Starting around 3:35 PDT on April 18th we woke up to events being written to Keen and being held in our Kafka queue far longer than normal, indicating our database (Cassandra) was not having events written to it quickly enough, causing this backlog. (Note: No events were lost.)
Upon inspection, we discovered our Cassandra nodes were having exceptionally high write latency. This lasted for about 20 minutes. During this time very few events were being persisted to Cassandra. As suddenly as it started, the write latency ceased and our stack began working its way through the backlog. It eventually caught up.
Then it happened again. Our Cassandra nodes were again showing excessive write latency, for another 20 minutes or so. Then it stopped.
Over the course of the day these spikes became closer and closer together, eventually reaching a point where the backlog was not being completely cleared in-between spikes. Additionally, the sudden burst of events being processed every time one of these spikes died down caused additional load across these nodes, somewhat impacting the querying path as well.
Up until things became dire, we hoped to find the root cause during the incident, fix it, and have life return to normal. However, the incident had gone on for all morning and was creeping into the afternoon. We decided to take some more drastic actions to release pressure from our Cassandra hosts to give everything some breathing room -- ideally we would be able to figure out the root cause in retrospect.
We took a number of actions in a short period of time. First, we disabled a maintenance process called "compactions" that continuously runs in the background to improve the speed at which future queries will be able to read data. (For the technically savvy, these are not "Cassandra Compactions" although we do those as well.) Disabling this process decreased the amount of work our Cassandra nodes would have to do. Keeping this process disabled for longer periods of time will degrade query performance; that is why we did not disable them immediately.
Secondly we decreased the speed at which we were attempting to write events to Cassandra. We accomplished this by reducing the number of executors in our Storm cluster that handles writing events by 25%. We are not certain how much of an impact this change made by itself.
Thirdly we lowered our Cassandra read repair chance to 10% temporarily from 100%. We did this to reduce any additional load on our cluster. Having this occur 100% of the time data is read adds a very small delay to our queries and a bit more work for our Cassandra nodes to perform per read which we typically consider to be acceptable just in case something goes amiss.
Finally we halted some other repair work being done in the background on our Cassandra nodes. This work is very intensive for our nodes but will address performance, consistency, and some operational concerns when it is completed.
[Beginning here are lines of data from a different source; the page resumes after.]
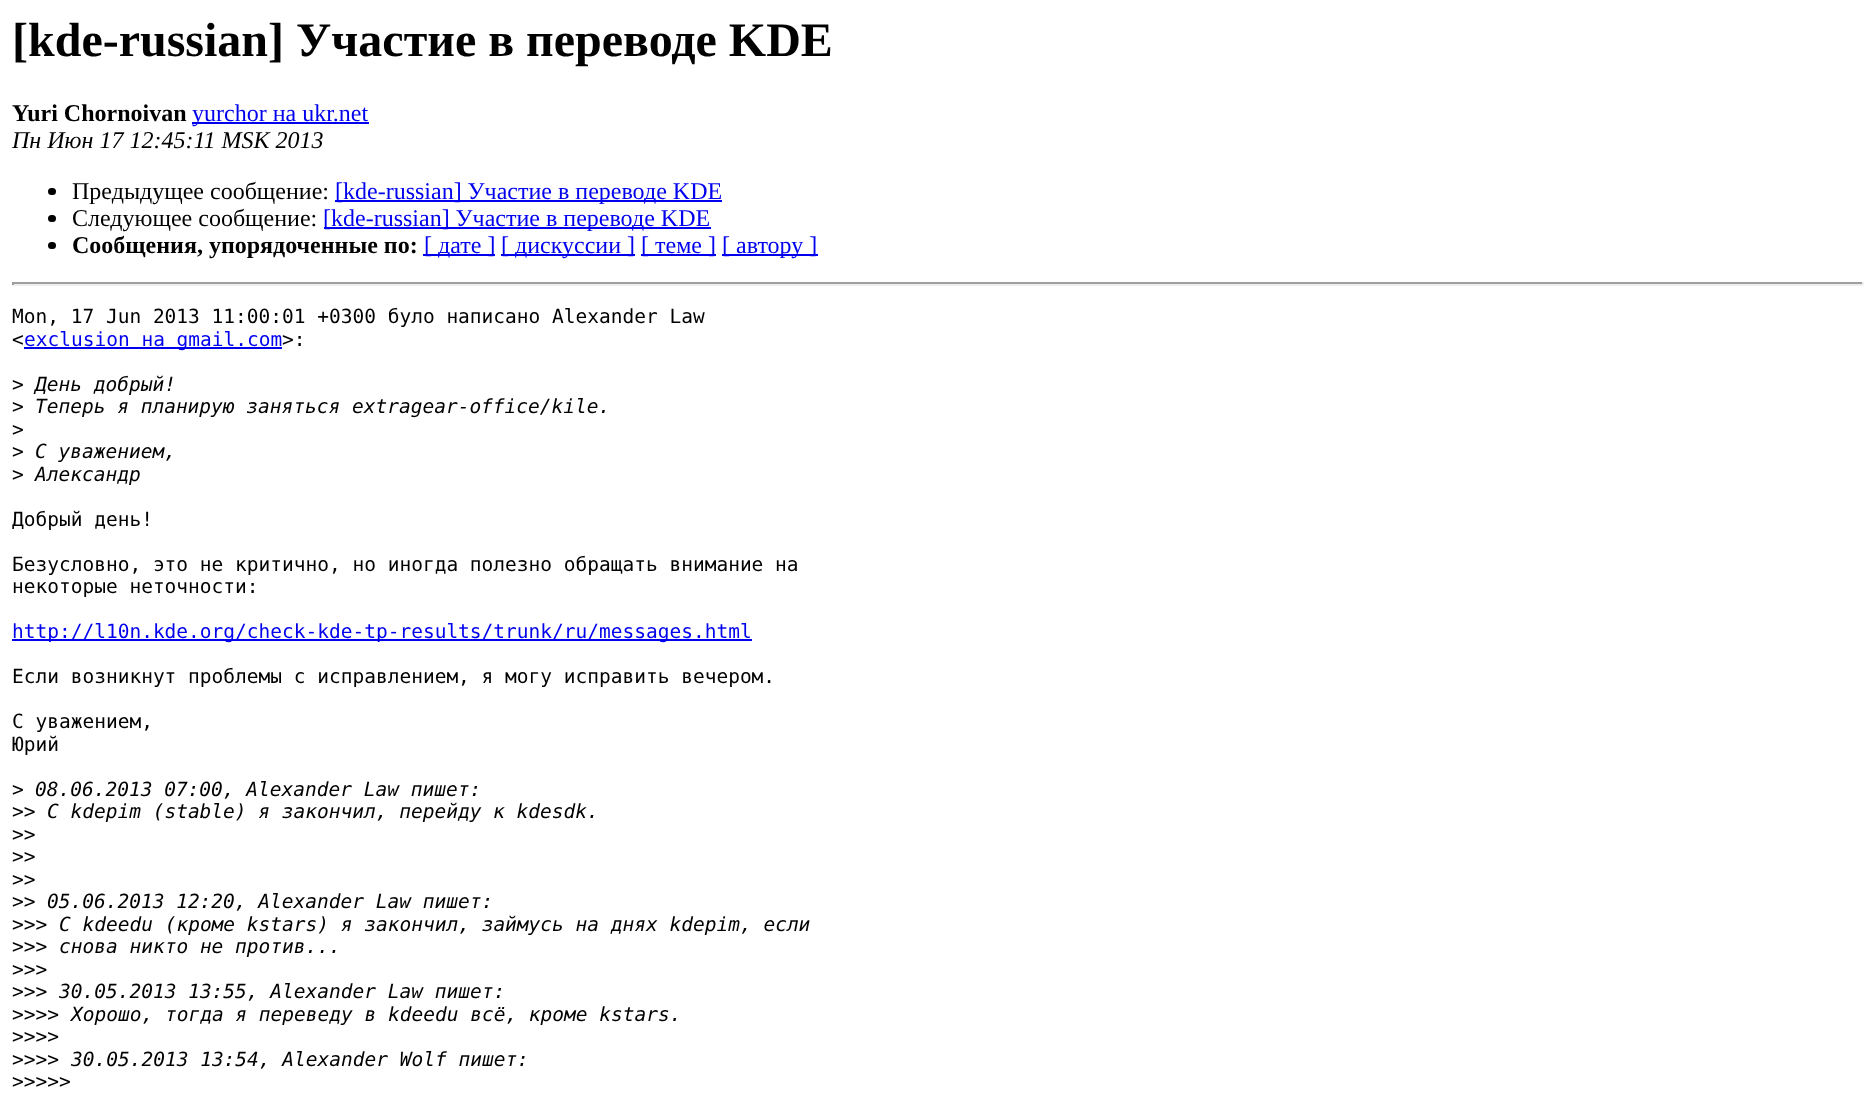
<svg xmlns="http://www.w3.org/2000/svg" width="1875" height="1106">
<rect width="100%" height="100%" fill="#fff"/>
<text x="12" y="56" style="font-family:Liberation Serif;font-size:48px;font-weight:bold;fill:#000">[kde-russian] Участие в переводе KDE</text>
<text x="12" y="121" style="font-family:Liberation Serif;font-size:24px;font-weight:bold;fill:#000">Yuri Chornoivan</text>
<rect x="192" y="122" width="177" height="2" fill="#00e"/>
<text x="192" y="121" style="font-family:Liberation Serif;font-size:24px;fill:#00e">yurchor на ukr.net</text>
<text x="12" y="148" style="font-family:Liberation Serif;font-size:24px;font-style:italic;fill:#000">Пн Июн 17 12:45:11 MSK 2013</text>
<rect x="48" y="188" width="8" height="7" rx="3.5" fill="#000"/>
<text x="72" y="199" style="font-family:Liberation Serif;font-size:24px;fill:#000">Предыдущее сообщение:</text>
<rect x="335" y="200" width="387" height="2" fill="#00e"/>
<text x="335" y="199" style="font-family:Liberation Serif;font-size:24px;fill:#00e">[kde-russian] Участие в переводе KDE</text>
<rect x="48" y="215" width="8" height="7" rx="3.5" fill="#000"/>
<text x="72" y="226" style="font-family:Liberation Serif;font-size:24px;fill:#000">Следующее сообщение:</text>
<rect x="324" y="227" width="387" height="2" fill="#00e"/>
<text x="323" y="226" style="font-family:Liberation Serif;font-size:24px;fill:#00e">[kde-russian] Участие в переводе KDE</text>
<rect x="48" y="242" width="8" height="7" rx="3.5" fill="#000"/>
<text x="72" y="253" style="font-family:Liberation Serif;font-size:24px;font-weight:bold;fill:#000">Сообщения, упорядоченные по:</text>
<rect x="423" y="254" width="72" height="2" fill="#00e"/>
<text x="424" y="253" style="font-family:Liberation Serif;font-size:24px;fill:#00e">[ дате ]</text>
<rect x="501" y="254" width="134" height="2" fill="#00e"/>
<text x="501" y="253" style="font-family:Liberation Serif;font-size:24px;fill:#00e">[ дискуссии ]</text>
<rect x="641" y="254" width="75" height="2" fill="#00e"/>
<text x="641" y="253" style="font-family:Liberation Serif;font-size:24px;fill:#00e">[ теме ]</text>
<rect x="722" y="254" width="96" height="2" fill="#00e"/>
<text x="722" y="253" style="font-family:Liberation Serif;font-size:24px;fill:#00e">[ автору ]</text>
<rect x="12" y="282" width="1851" height="2" fill="#9f9f9f"/>
<rect x="1862" y="282" width="2" height="3" fill="#eee"/>
<rect x="12" y="284" width="1851" height="2" fill="#eee"/>
<rect x="12" y="282" width="2" height="3" fill="#9f9f9f"/>
<text x="12" y="323" style="font-family:DejaVu Sans Mono;font-size:19.5px;fill:#000">Mon, 17 Jun 2013 11:00:01 +0300 було написано Alexander Law</text>
<text x="12" y="346" style="font-family:DejaVu Sans Mono;font-size:19.5px;fill:#000">&lt;</text>
<rect x="24" y="347" width="258" height="2" fill="#00e"/>
<text x="24" y="346" style="font-family:DejaVu Sans Mono;font-size:19.5px;fill:#00e">exclusion на gmail.com</text>
<text x="282" y="346" style="font-family:DejaVu Sans Mono;font-size:19.5px;fill:#000">&gt;:</text>
<text x="12" y="391" style="font-family:DejaVu Sans Mono;font-size:19.5px;fill:#000">&gt;</text>
<text x="35" y="391" style="font-family:DejaVu Sans Mono;font-size:19.5px;font-style:italic;fill:#000">День добрый!</text>
<text x="12" y="413" style="font-family:DejaVu Sans Mono;font-size:19.5px;fill:#000">&gt;</text>
<text x="35" y="413" style="font-family:DejaVu Sans Mono;font-size:19.5px;font-style:italic;fill:#000">Теперь я планирую заняться extragear-office/kile.</text>
<text x="12" y="436" style="font-family:DejaVu Sans Mono;font-size:19.5px;fill:#000">&gt;</text>
<text x="12" y="458" style="font-family:DejaVu Sans Mono;font-size:19.5px;fill:#000">&gt;</text>
<text x="35" y="458" style="font-family:DejaVu Sans Mono;font-size:19.5px;font-style:italic;fill:#000">С уважением,</text>
<text x="12" y="481" style="font-family:DejaVu Sans Mono;font-size:19.5px;fill:#000">&gt;</text>
<text x="35" y="481" style="font-family:DejaVu Sans Mono;font-size:19.5px;font-style:italic;fill:#000">Александр</text>
<text x="12" y="526" style="font-family:DejaVu Sans Mono;font-size:19.5px;fill:#000">Добрый день!</text>
<text x="12" y="571" style="font-family:DejaVu Sans Mono;font-size:19.5px;fill:#000">Безусловно, это не критично, но иногда полезно обращать внимание на</text>
<text x="12" y="593" style="font-family:DejaVu Sans Mono;font-size:19.5px;fill:#000">некоторые неточности:</text>
<rect x="12" y="639" width="740" height="2" fill="#00e"/>
<text x="12" y="638" style="font-family:DejaVu Sans Mono;font-size:19.5px;fill:#00e">http://l10n.kde.org/check-kde-tp-results/trunk/ru/messages.html</text>
<text x="12" y="683" style="font-family:DejaVu Sans Mono;font-size:19.5px;fill:#000">Если возникнут проблемы с исправлением, я могу исправить вечером.</text>
<text x="12" y="728" style="font-family:DejaVu Sans Mono;font-size:19.5px;fill:#000">С уважением,</text>
<text x="12" y="751" style="font-family:DejaVu Sans Mono;font-size:19.5px;fill:#000">Юрий</text>
<text x="12" y="796" style="font-family:DejaVu Sans Mono;font-size:19.5px;fill:#000">&gt;</text>
<text x="35" y="796" style="font-family:DejaVu Sans Mono;font-size:19.5px;font-style:italic;fill:#000">08.06.2013 07:00, Alexander Law пишет:</text>
<text x="12" y="818" style="font-family:DejaVu Sans Mono;font-size:19.5px;fill:#000">&gt;&gt;</text>
<text x="47" y="818" style="font-family:DejaVu Sans Mono;font-size:19.5px;font-style:italic;fill:#000">С kdepim (stable) я закончил, перейду к kdesdk.</text>
<text x="12" y="841" style="font-family:DejaVu Sans Mono;font-size:19.5px;fill:#000">&gt;&gt;</text>
<text x="12" y="863" style="font-family:DejaVu Sans Mono;font-size:19.5px;fill:#000">&gt;&gt;</text>
<text x="12" y="886" style="font-family:DejaVu Sans Mono;font-size:19.5px;fill:#000">&gt;&gt;</text>
<text x="12" y="908" style="font-family:DejaVu Sans Mono;font-size:19.5px;fill:#000">&gt;&gt;</text>
<text x="47" y="908" style="font-family:DejaVu Sans Mono;font-size:19.5px;font-style:italic;fill:#000">05.06.2013 12:20, Alexander Law пишет:</text>
<text x="12" y="931" style="font-family:DejaVu Sans Mono;font-size:19.5px;fill:#000">&gt;&gt;&gt;</text>
<text x="59" y="931" style="font-family:DejaVu Sans Mono;font-size:19.5px;font-style:italic;fill:#000">С kdeedu (кроме kstars) я закончил, займусь на днях kdepim, если</text>
<text x="12" y="953" style="font-family:DejaVu Sans Mono;font-size:19.5px;fill:#000">&gt;&gt;&gt;</text>
<text x="59" y="953" style="font-family:DejaVu Sans Mono;font-size:19.5px;font-style:italic;fill:#000">снова никто не против...</text>
<text x="12" y="976" style="font-family:DejaVu Sans Mono;font-size:19.5px;fill:#000">&gt;&gt;&gt;</text>
<text x="12" y="998" style="font-family:DejaVu Sans Mono;font-size:19.5px;fill:#000">&gt;&gt;&gt;</text>
<text x="59" y="998" style="font-family:DejaVu Sans Mono;font-size:19.5px;font-style:italic;fill:#000">30.05.2013 13:55, Alexander Law пишет:</text>
<text x="12" y="1021" style="font-family:DejaVu Sans Mono;font-size:19.5px;fill:#000">&gt;&gt;&gt;&gt;</text>
<text x="71" y="1021" style="font-family:DejaVu Sans Mono;font-size:19.5px;font-style:italic;fill:#000">Хорошо, тогда я переведу в kdeedu всё, кроме kstars.</text>
<text x="12" y="1043" style="font-family:DejaVu Sans Mono;font-size:19.5px;fill:#000">&gt;&gt;&gt;&gt;</text>
<text x="12" y="1066" style="font-family:DejaVu Sans Mono;font-size:19.5px;fill:#000">&gt;&gt;&gt;&gt;</text>
<text x="71" y="1066" style="font-family:DejaVu Sans Mono;font-size:19.5px;font-style:italic;fill:#000">30.05.2013 13:54, Alexander Wolf пишет:</text>
<text x="12" y="1088" style="font-family:DejaVu Sans Mono;font-size:19.5px;fill:#000">&gt;&gt;&gt;&gt;&gt;</text>
</svg>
Halting these processes halted our progress toward those goals for a time. We are in the process of putting these back into place and expect this to be completed in the next 2 or so weeks.
After performing our final change, Cassandra traffic was reduced enough that whatever underlying issue was causing everyone grief was resolved.
We have some strong candidates for how to prevent this problem in the future. One is introducing an exponential backoff pattern for our writes to Cassandra. That way, even if there is something strange happening with our database’s performance, our events should get recorded without contributing to the problem. The other is a substantial reworking of our write-path in Storm. We are upgrading an important library to a newer version that has many advantages over our current library’s version. We have high hopes that we will be able to avoid similar incidents with these changes.